When life gives you lemons, make lemonade is a proverbial phrase used to encourage optimism and a positive can-do attitude in the face of adversity or misfortune. Lemons suggest sourness or difficulty in life; making lemonade is turning them into something positive or desirable.

Origins
The phrase was coined by Christian anarchist writer Elbert Hubbard in a 1915 obituary he penned and published for dwarf actor Marshall Pinckney Wilder. The obituary, entitled The King of Jesters, praises Wilder's optimistic attitude and achievements in the face of his disabilities:
"He was a walking refutation of that dogmatic statement, Mens sana in corpore sano. His was a sound mind in an unsound body. He proved the eternal paradox of things. He cashed in on his disabilities. He picked up the lemons that Fate had sent him and started a lemonade-stand."
Although the expression was coined by Hubbard, many modern authors attribute the expression to Dale Carnegie who used it in his 1948 book How to Stop Worrying and Start Living. Carnegie's version reads:
"If You Have a Lemon, Make a Lemonade."
Carnegie credited Julius Rosenwald for giving him the phrase.

Variations
The September 1916 edition of the Auburn Seminary Record was the first to publish the phrase following its initial coinage:
"[Hugh K. Walker] described a pessimist as one who fletcherizes his bitter pill, the optimist as the man who made lemonade of the lemon handed him."

Eight years before Carnegie's book brought the phrase back into the mainstream, a poetic rendition of the phrase entitled The Optimist appeared in a 1940 edition of The Rotarian:
"Life handed him a lemon,
As Life sometimes will do.
His friends looked on in pity,
Assuming he was through.
They came upon him later,
Reclining in the shade
In calm contentment, drinking
A glass of lemonade."
In 1944, during Homer E. Capehart's first run for Senate, he became known for saying:
"I have never been afraid of trouble. I have always had this slogan: If somebody hands you a lemon, make lemonade of it."

In popular culture

Warren Hinckle's 1974 autobiography detailing his time as chief editor of Ramparts is called If You Have a Lemon, Make Lemonade.
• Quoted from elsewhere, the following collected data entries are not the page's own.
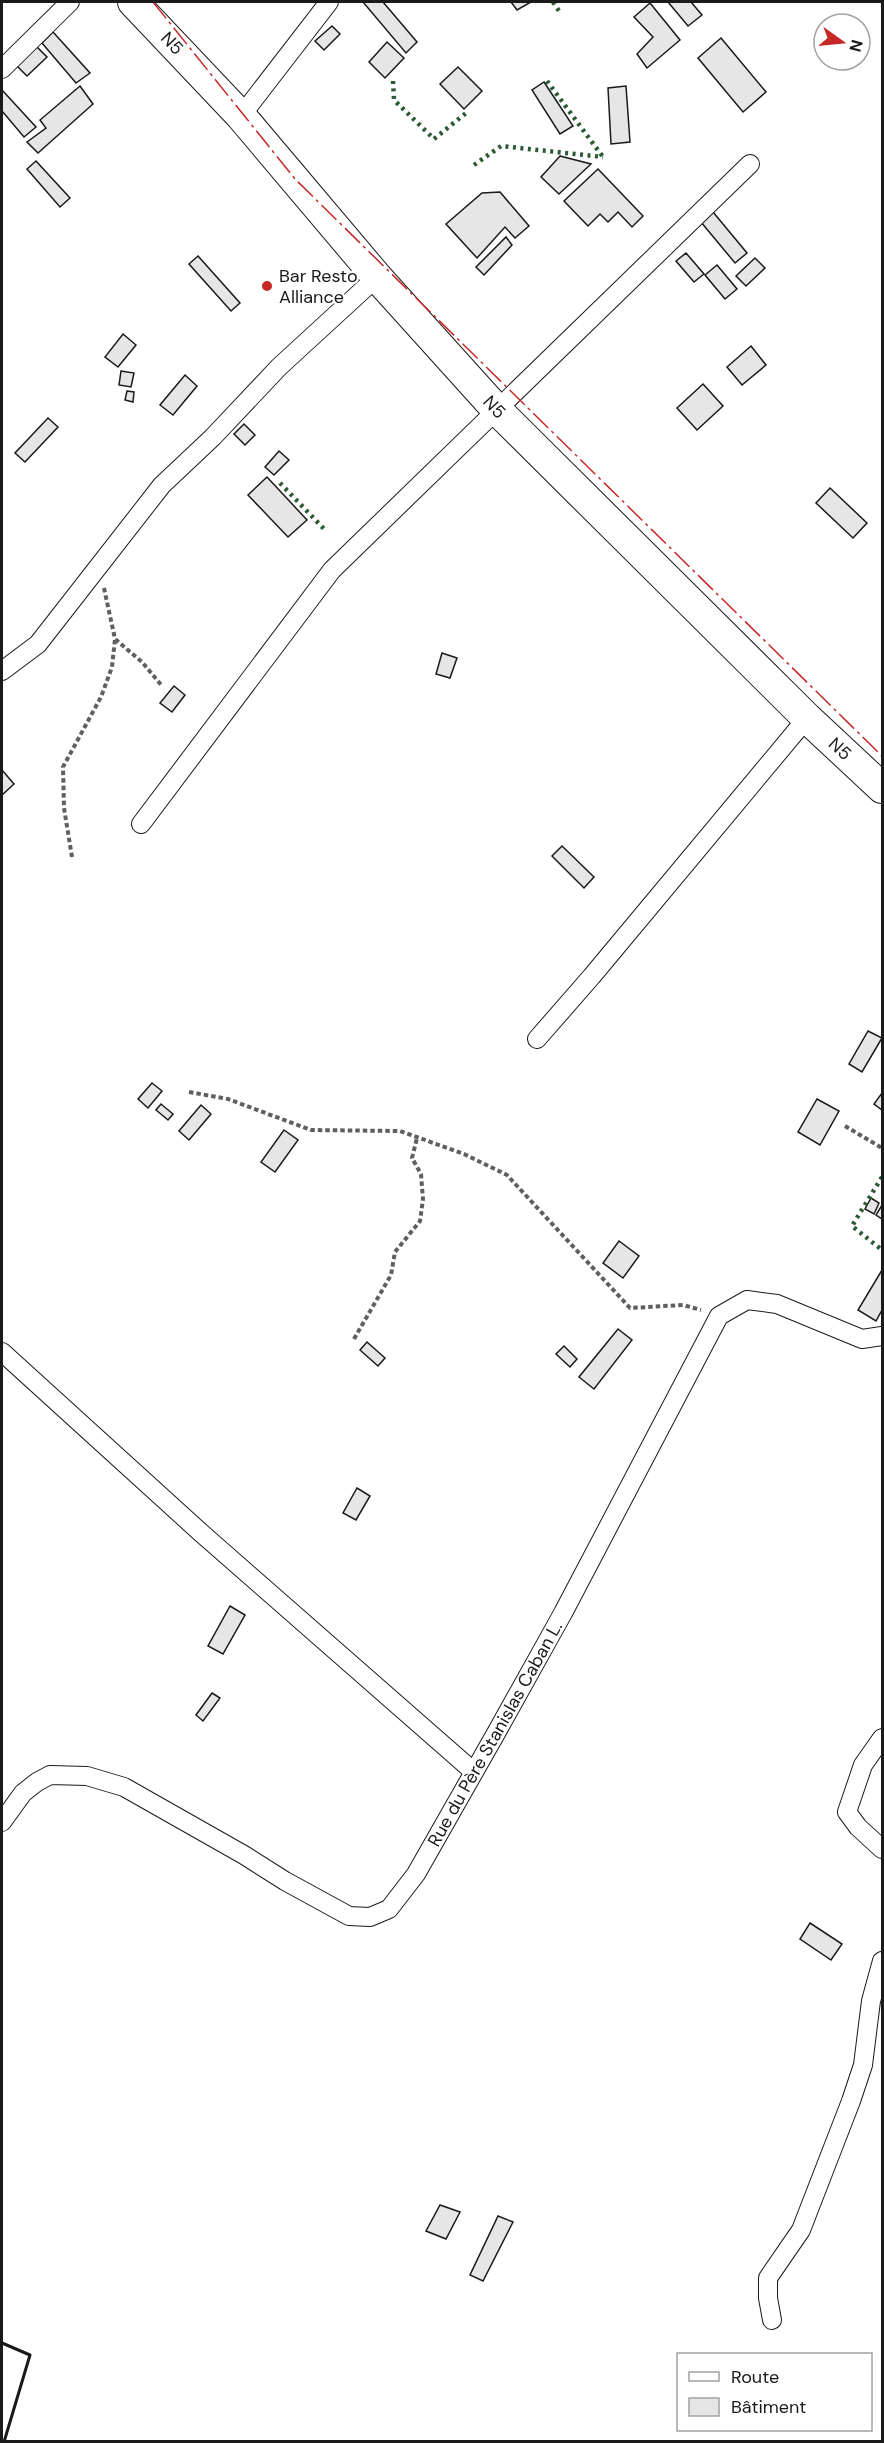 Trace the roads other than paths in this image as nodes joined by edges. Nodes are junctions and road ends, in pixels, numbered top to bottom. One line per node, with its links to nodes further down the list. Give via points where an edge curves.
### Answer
1 (70, 2): 4 (street)
2 (133, 2): 5 (main road, N5 / N5)
3 (329, 2): 5 (street)
4 (2, 69)
5 (241, 116): 7 (main road, N5 / N5)
6 (750, 164): 8 (street)
7 (377, 277): 8 (main road, N5 / N5); 9 (street, via 279,367 162,485 38,644)
8 (497, 410): 10 (main road, N5 / N5); 12 (street, via 332,570)
9 (2, 671)
10 (807, 718): 11 (main road, N5 / N5); 13 (street)
11 (882, 788)
12 (141, 824)
13 (537, 1039)
14 (882, 1336): 17 (street, Rue du Père Stanislas Caban L., via 862,1339 777,1304 747,1300 719,1316 563,1613)
15 (2, 1352): 17 (street)
16 (882, 1738): 19 (street, via 864,1765 847,1812)
17 (474, 1772): 18 (street, Rue du Père Stanislas Caban L., via 416,1874 389,1909 370,1917 349,1916 124,1787 105,1780 50,1775 23,1793)
18 (2, 1822)
19 (882, 1849)
20 (882, 1961): 21 (street, via 871,2001 863,2065 851,2101 801,2230 768,2278)
21 (772, 2320)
The initial opening theme for Mystery Science Theater 3000 included the lyric "Joel says when you got lemons, you make lemonade." This was changed when the show was broadcast nationally.

In The Amazing World of Gumball episode "The Curse", there is a song named "When Life Hands You Lemons", which is an obvious nod to the popular sentence.

The saying has become a popular calque in Hispanic culture.

In Portal 2, one of the supporting characters, Cave Johnson, gives a speech through a recorded message where he contests whether one should make lemonade when life gives one lemons.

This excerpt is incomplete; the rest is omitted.